= Problem statement =
Transcribe each entry in full, and leave the images out.

————————

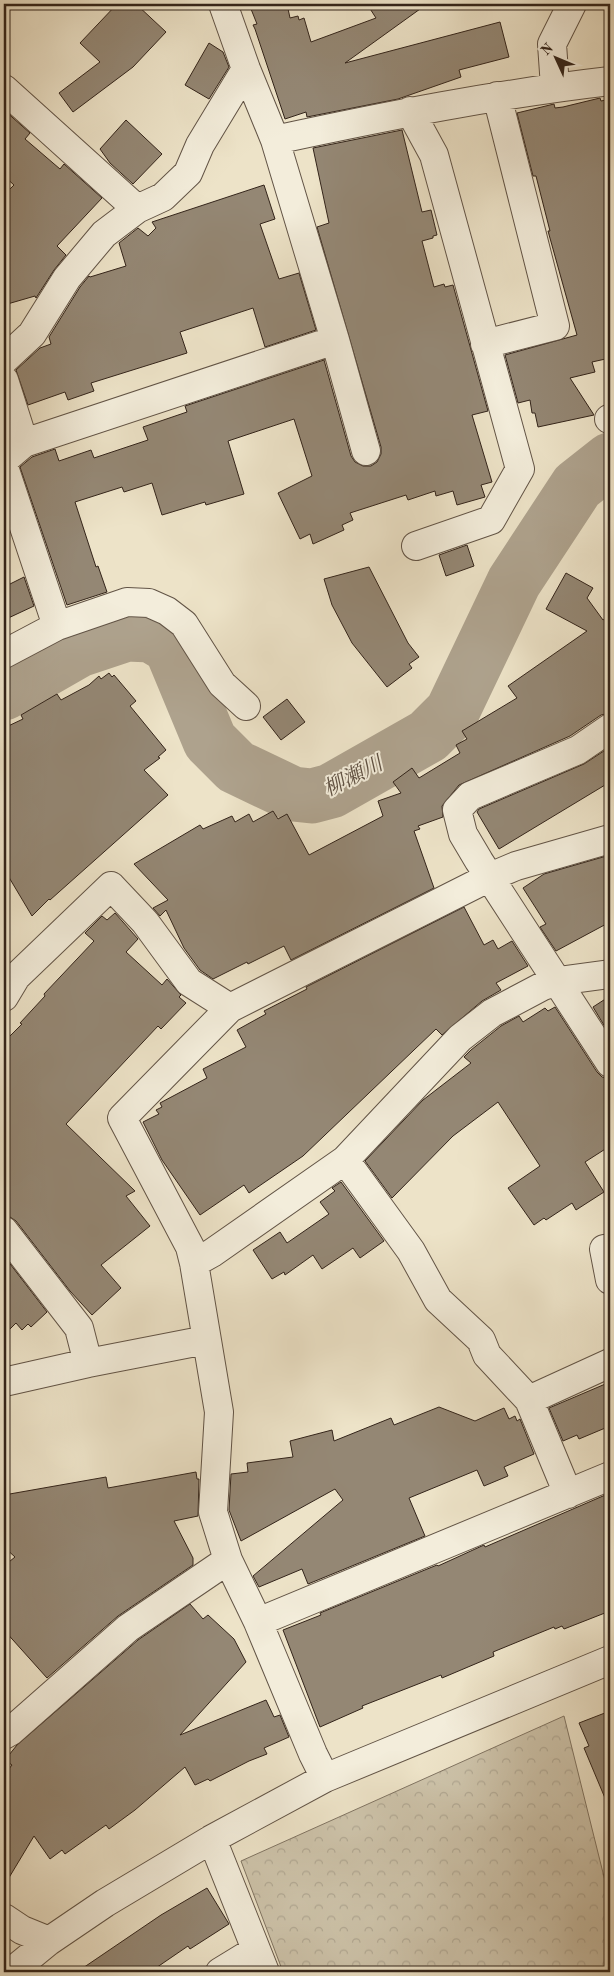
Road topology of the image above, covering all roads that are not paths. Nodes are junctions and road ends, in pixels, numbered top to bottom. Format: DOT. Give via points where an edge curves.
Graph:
graph roads {
  1 [pos="223,4"];
  2 [pos="572,4"];
  3 [pos="246,70"];
  4 [pos="610,81"];
  5 [pos="555,88"];
  6 [pos="4,89"];
  7 [pos="497,96"];
  8 [pos="410,111"];
  9 [pos="275,140"];
  10 [pos="137,209"];
  11 [pos="335,340"];
  12 [pos="485,344"];
  13 [pos="4,360"];
  14 [pos="4,380"];
  15 [pos="24,443"];
  16 [pos="366,451"];
  17 [pos="4,460"];
  18 [pos="4,467"];
  19 [pos="416,546"];
  20 [pos="57,626"];
  21 [pos="4,654"];
  22 [pos="246,706"];
  23 [pos="610,728"];
  24 [pos="610,839"];
  25 [pos="490,877"];
  26 [pos="610,974"];
  27 [pos="558,981"];
  28 [pos="4,997"];
  29 [pos="230,1008"];
  30 [pos="610,1063"];
  31 [pos="345,1160"];
  32 [pos="4,1231"];
  33 [pos="610,1248"];
  34 [pos="194,1264"];
  35 [pos="610,1280"];
  36 [pos="206,1340"];
  37 [pos="88,1363"];
  38 [pos="610,1363"];
  39 [pos="4,1382"];
  40 [pos="530,1400"];
  41 [pos="610,1476"];
  42 [pos="568,1494"];
  43 [pos="228,1560"];
  44 [pos="258,1622"];
  45 [pos="610,1660"];
  46 [pos="4,1735"];
  47 [pos="325,1778"];
  48 [pos="212,1839"];
  49 [pos="4,1918"];
  50 [pos="49,1941"];
  51 [pos="260,1961"];
  52 [pos="11,1972"];
  53 [pos="220,1972"];
  1 -- 3 [label="street"];
  2 -- 5 [label="street" via="552,44"];
  3 -- 9 [label="street"];
  3 -- 10 [label="street" via="200,144 188,173 163,197"];
  4 -- 5 [label="street"];
  5 -- 7 [label="street"];
  6 -- 10 [label="street"];
  7 -- 8 [label="street"];
  7 -- 12 [label="street" via="555,326"];
  8 -- 9 [label="street"];
  8 -- 12 [label="street" via="434,155"];
  9 -- 11 [label="street"];
  10 -- 13 [label="street" via="104,234 67,278 32,334"];
  11 -- 15 [label="street"];
  11 -- 16 [label="street"];
  12 -- 19 [label="street" via="520,469 491,520"];
  14 -- 15 [label="street"];
  15 -- 17 [label="street"];
  18 -- 20 [label="street"];
  20 -- 21 [label="street"];
  20 -- 22 [label="street" via="127,602 149,603 184,624 222,684"];
  23 -- 25 [label="street" via="578,750 470,796 457,810 463,834"];
  24 -- 25 [label="street" via="516,866"];
  25 -- 27 [label="street"];
  25 -- 29 [label="street"];
  26 -- 27 [label="street"];
  27 -- 30 [label="street"];
  27 -- 31 [label="street" via="492,1013 460,1038"];
  28 -- 29 [label="street" via="16,977 111,886 145,922 189,982"];
  29 -- 34 [label="street" via="122,1118 190,1247"];
  31 -- 34 [label="street"];
  31 -- 40 [label="street" via="412,1251 438,1300 481,1340 487,1355"];
  32 -- 37 [label="street" via="79,1328"];
  33 -- 35 [label="street" via="604,1249"];
  34 -- 36 [label="street"];
  36 -- 37 [label="street"];
  36 -- 43 [label="street" via="219,1412 213,1512"];
  37 -- 39 [label="street"];
  38 -- 40 [label="street"];
  40 -- 42 [label="street"];
  41 -- 42 [label="street"];
  42 -- 44 [label="street"];
  43 -- 44 [label="street"];
  43 -- 46 [label="street" via="128,1628"];
  44 -- 47 [label="street"];
  45 -- 47 [label="street"];
  47 -- 48 [label="street"];
  48 -- 50 [label="street" via="104,1903"];
  48 -- 51 [label="street"];
  49 -- 50 [label="street"];
  50 -- 52 [label="street"];
  51 -- 53 [label="street"];
}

————————

= Output =
Road topology of the image above, covering all roads that are not paths. Nodes are junctions and road ends, in pixels, numbered top to bottom. Format: DOT. Give via points where an edge curves.
Graph:
graph roads {
  1 [pos="223,4"];
  2 [pos="572,4"];
  3 [pos="246,70"];
  4 [pos="610,81"];
  5 [pos="555,88"];
  6 [pos="4,89"];
  7 [pos="497,96"];
  8 [pos="410,111"];
  9 [pos="275,140"];
  10 [pos="137,209"];
  11 [pos="335,340"];
  12 [pos="485,344"];
  13 [pos="4,360"];
  14 [pos="4,380"];
  15 [pos="24,443"];
  16 [pos="366,451"];
  17 [pos="4,460"];
  18 [pos="4,467"];
  19 [pos="416,546"];
  20 [pos="57,626"];
  21 [pos="4,654"];
  22 [pos="246,706"];
  23 [pos="610,728"];
  24 [pos="610,839"];
  25 [pos="490,877"];
  26 [pos="610,974"];
  27 [pos="558,981"];
  28 [pos="4,997"];
  29 [pos="230,1008"];
  30 [pos="610,1063"];
  31 [pos="345,1160"];
  32 [pos="4,1231"];
  33 [pos="610,1248"];
  34 [pos="194,1264"];
  35 [pos="610,1280"];
  36 [pos="206,1340"];
  37 [pos="88,1363"];
  38 [pos="610,1363"];
  39 [pos="4,1382"];
  40 [pos="530,1400"];
  41 [pos="610,1476"];
  42 [pos="568,1494"];
  43 [pos="228,1560"];
  44 [pos="258,1622"];
  45 [pos="610,1660"];
  46 [pos="4,1735"];
  47 [pos="325,1778"];
  48 [pos="212,1839"];
  49 [pos="4,1918"];
  50 [pos="49,1941"];
  51 [pos="260,1961"];
  52 [pos="11,1972"];
  53 [pos="220,1972"];
  1 -- 3 [label="street"];
  2 -- 5 [label="street" via="552,44"];
  3 -- 9 [label="street"];
  3 -- 10 [label="street" via="200,144 188,173 163,197"];
  4 -- 5 [label="street"];
  5 -- 7 [label="street"];
  6 -- 10 [label="street"];
  7 -- 8 [label="street"];
  7 -- 12 [label="street" via="555,326"];
  8 -- 9 [label="street"];
  8 -- 12 [label="street" via="434,155"];
  9 -- 11 [label="street"];
  10 -- 13 [label="street" via="104,234 67,278 32,334"];
  11 -- 15 [label="street"];
  11 -- 16 [label="street"];
  12 -- 19 [label="street" via="520,469 491,520"];
  14 -- 15 [label="street"];
  15 -- 17 [label="street"];
  18 -- 20 [label="street"];
  20 -- 21 [label="street"];
  20 -- 22 [label="street" via="127,602 149,603 184,624 222,684"];
  23 -- 25 [label="street" via="578,750 470,796 457,810 463,834"];
  24 -- 25 [label="street" via="516,866"];
  25 -- 27 [label="street"];
  25 -- 29 [label="street"];
  26 -- 27 [label="street"];
  27 -- 30 [label="street"];
  27 -- 31 [label="street" via="492,1013 460,1038"];
  28 -- 29 [label="street" via="16,977 111,886 145,922 189,982"];
  29 -- 34 [label="street" via="122,1118 190,1247"];
  31 -- 34 [label="street"];
  31 -- 40 [label="street" via="412,1251 438,1300 481,1340 487,1355"];
  32 -- 37 [label="street" via="79,1328"];
  33 -- 35 [label="street" via="604,1249"];
  34 -- 36 [label="street"];
  36 -- 37 [label="street"];
  36 -- 43 [label="street" via="219,1412 213,1512"];
  37 -- 39 [label="street"];
  38 -- 40 [label="street"];
  40 -- 42 [label="street"];
  41 -- 42 [label="street"];
  42 -- 44 [label="street"];
  43 -- 44 [label="street"];
  43 -- 46 [label="street" via="128,1628"];
  44 -- 47 [label="street"];
  45 -- 47 [label="street"];
  47 -- 48 [label="street"];
  48 -- 50 [label="street" via="104,1903"];
  48 -- 51 [label="street"];
  49 -- 50 [label="street"];
  50 -- 52 [label="street"];
  51 -- 53 [label="street"];
}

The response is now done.